FP – L’effacement énonciatif que vous mettez au cœur de l’interprétation (« faire passer ses propres affirmations comme des affirmations venant d’autrui ») est-il nécessairement vertueux pour toute activité interprétative, en particulier si l’on considère le discours publicitaire ou le discours journalistique ? Il y a certes une rhétorique de l’interprétation, mais celle-ci ne doit-elle pas être modulée en différents régimes de discursivité, selon les relations qu’elle entretient avec son objet et les enjeux (éthiques, notamment) que définit cette relation ?

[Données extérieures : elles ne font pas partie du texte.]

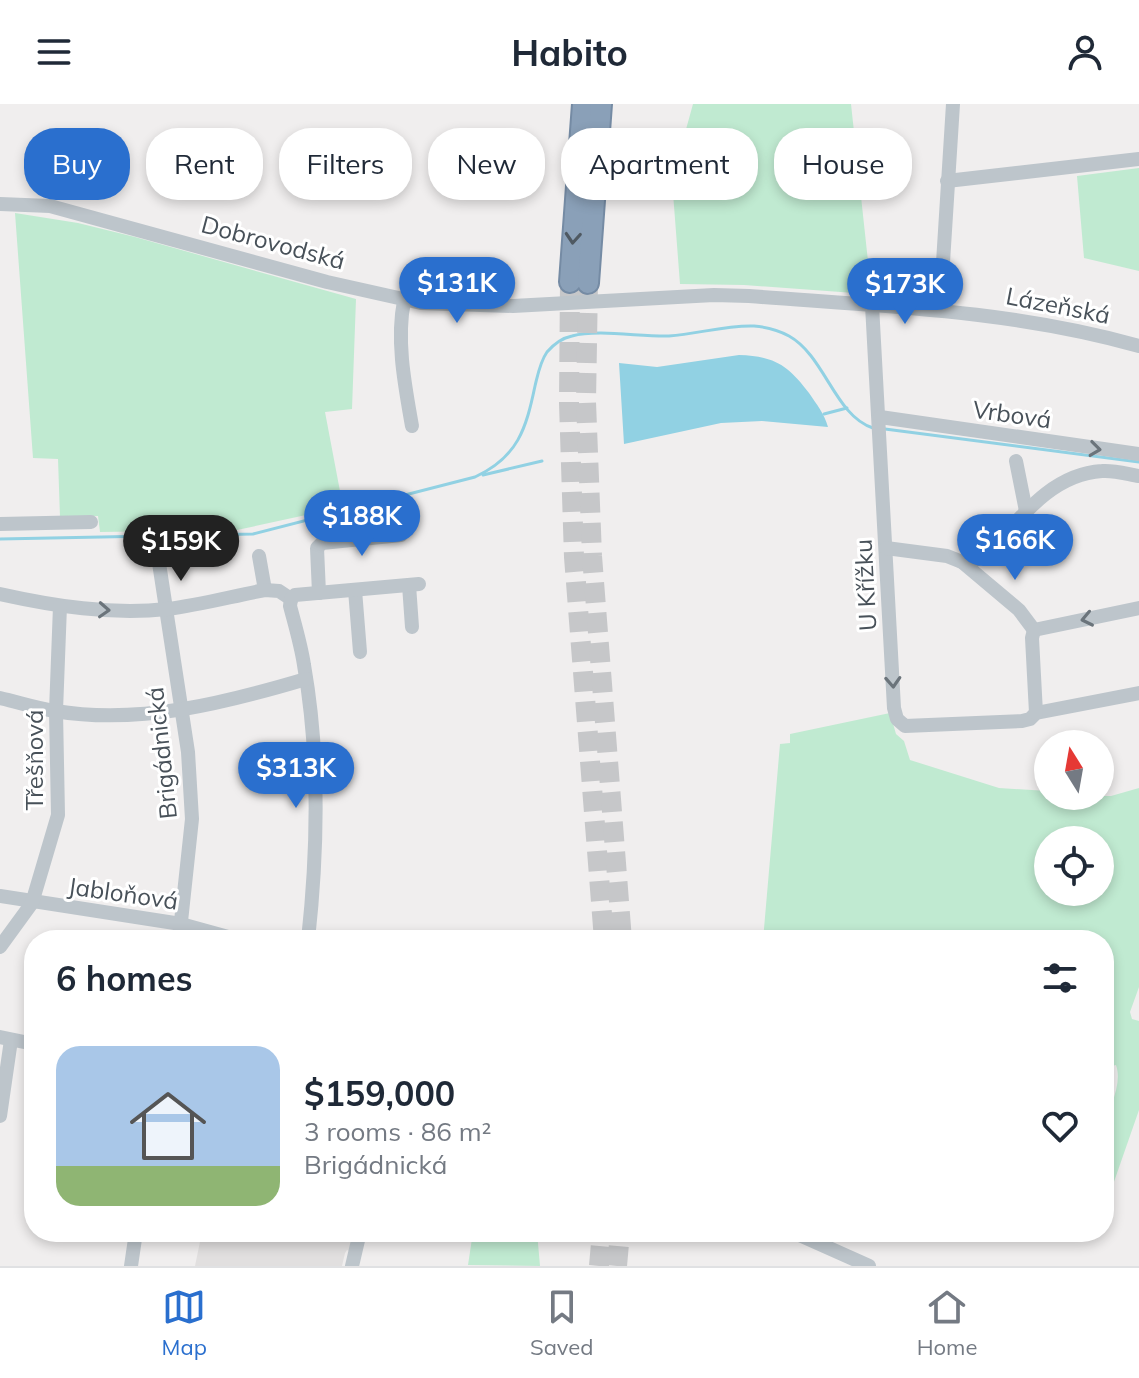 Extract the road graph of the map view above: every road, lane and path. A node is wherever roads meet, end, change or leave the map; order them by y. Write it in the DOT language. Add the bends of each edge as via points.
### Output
graph roads {
  1 [pos="583,104"];
  2 [pos="601,104"];
  3 [pos="953,104"];
  4 [pos="1139,159"];
  5 [pos="947,181"];
  6 [pos="0,204"];
  7 [pos="403,305"];
  8 [pos="872,305"];
  9 [pos="940,310"];
  10 [pos="1139,346"];
  11 [pos="880,418"];
  12 [pos="412,426"];
  13 [pos="1139,454"];
  14 [pos="1016,461"];
  15 [pos="1139,476"];
  16 [pos="1026,511"];
  17 [pos="91,522"];
  18 [pos="0,524"];
  19 [pos="401,535"];
  20 [pos="886,548"];
  21 [pos="259,556"];
  22 [pos="962,562"];
  23 [pos="159,563"];
  24 [pos="355,590"];
  25 [pos="278,593"];
  26 [pos="319,593"];
  27 [pos="0,594"];
  28 [pos="60,606"];
  29 [pos="1139,608"];
  30 [pos="166,609"];
  31 [pos="412,627"];
  32 [pos="1034,630"];
  33 [pos="360,652"];
  34 [pos="306,679"];
  35 [pos="1139,693"];
  36 [pos="0,698"];
  37 [pos="182,710"];
  38 [pos="56,711"];
  39 [pos="1036,713"];
  40 [pos="0,896"];
  41 [pos="32,903"];
  42 [pos="181,924"];
  43 [pos="180,930"];
  44 [pos="203,930"];
  45 [pos="309,930"];
  46 [pos="0,947"];
  47 [pos="5,1038"];
  48 [pos="0,1116"];
  49 [pos="135,1242"];
  50 [pos="358,1242"];
  51 [pos="815,1242"];
  52 [pos="131,1266"];
  53 [pos="352,1266"];
  54 [pos="869,1266"];
  1 -- 2 [label="highway, one-way" via="579,282"];
  3 -- 5 [label="street"];
  4 -- 5 [label="street"];
  5 -- 9 [label="street"];
  6 -- 7 [label="street, Dobrovodská" via="50,206"];
  7 -- 8 [label="street, Dobrovodská" via="506,306 714,295"];
  7 -- 12 [label="street" via="403,368"];
  8 -- 9 [label="street, Lázeňská"];
  8 -- 11 [label="street, U Křížku"];
  9 -- 10 [label="street, Lázeňská" via="1094,333"];
  11 -- 13 [label="street, Vrbová, one-way"];
  11 -- 20 [label="street, U Křížku"];
  14 -- 16 [label="street"];
  15 -- 16 [label="street" via="1104,471 1075,475"];
  16 -- 22 [label="street" via="989,552"];
  17 -- 18 [label="street"];
  19 -- 26 [label="street" via="322,543 317,548"];
  20 -- 22 [label="street"];
  20 -- 39 [label="street, U Křížku, one-way" via="897,719 905,726 919,726 1022,721"];
  21 -- 25 [label="street"];
  22 -- 32 [label="street" via="1019,610"];
  23 -- 30 [label="street, Brigádnická"];
  24 -- 26 [label="street"];
  24 -- 31 [label="street" via="414,585"];
  24 -- 33 [label="street"];
  25 -- 26 [label="street"];
  25 -- 30 [label="street"];
  25 -- 34 [label="street" via="290,606"];
  27 -- 28 [label="street"];
  28 -- 30 [label="street, one-way"];
  28 -- 38 [label="street, Třešňová"];
  29 -- 32 [label="street, one-way"];
  30 -- 37 [label="street, Brigádnická"];
  32 -- 39 [label="street"];
  34 -- 37 [label="street"];
  34 -- 45 [label="street" via="315,799"];
  35 -- 39 [label="street, U Křížku"];
  36 -- 38 [label="street"];
  37 -- 38 [label="street" via="123,715"];
  37 -- 42 [label="street, Brigádnická" via="192,819"];
  38 -- 41 [label="street, Třešňová" via="58,815"];
  40 -- 41 [label="street, Jabloňová"];
  41 -- 42 [label="street, Jabloňová"];
  41 -- 46 [label="street, Třešňová"];
  42 -- 43 [label="street, Brigádnická"];
  42 -- 44 [label="street, Jabloňová"];
  47 -- 48 [label="street"];
  49 -- 52 [label="street"];
  50 -- 53 [label="street"];
  51 -- 54 [label="street"];
}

YC – Si j’aime bien peindre l’interprète comme masqué, voilé ou encagoulé, c’est parce que je vis actuellement dans un pays (la France) où le fait de se cacher le visage est légalement sanctionné comme relevant du « trouble à l’ordre public ». Derrière les débats rocambolesques sur « le voile islamique » ou la burqa, il y a toute la question du profilage qui quadrille de plus en plus étroitement nos faits et gestes (sur le Net et ailleurs), ainsi que celle des assignations d’identité, qui est au cœur des formes actuelles de l’exploitation culturelle. Dans ce contexte socio-historique, la confusion des voix à laquelle donne lieu la pratique interprétative me semble éminemment salutaire. Cela déjoue à la fois les vieux présupposés individualistes qui se sont mis en place depuis deux siècles et les formes les plus récentes d’assignations identitaires.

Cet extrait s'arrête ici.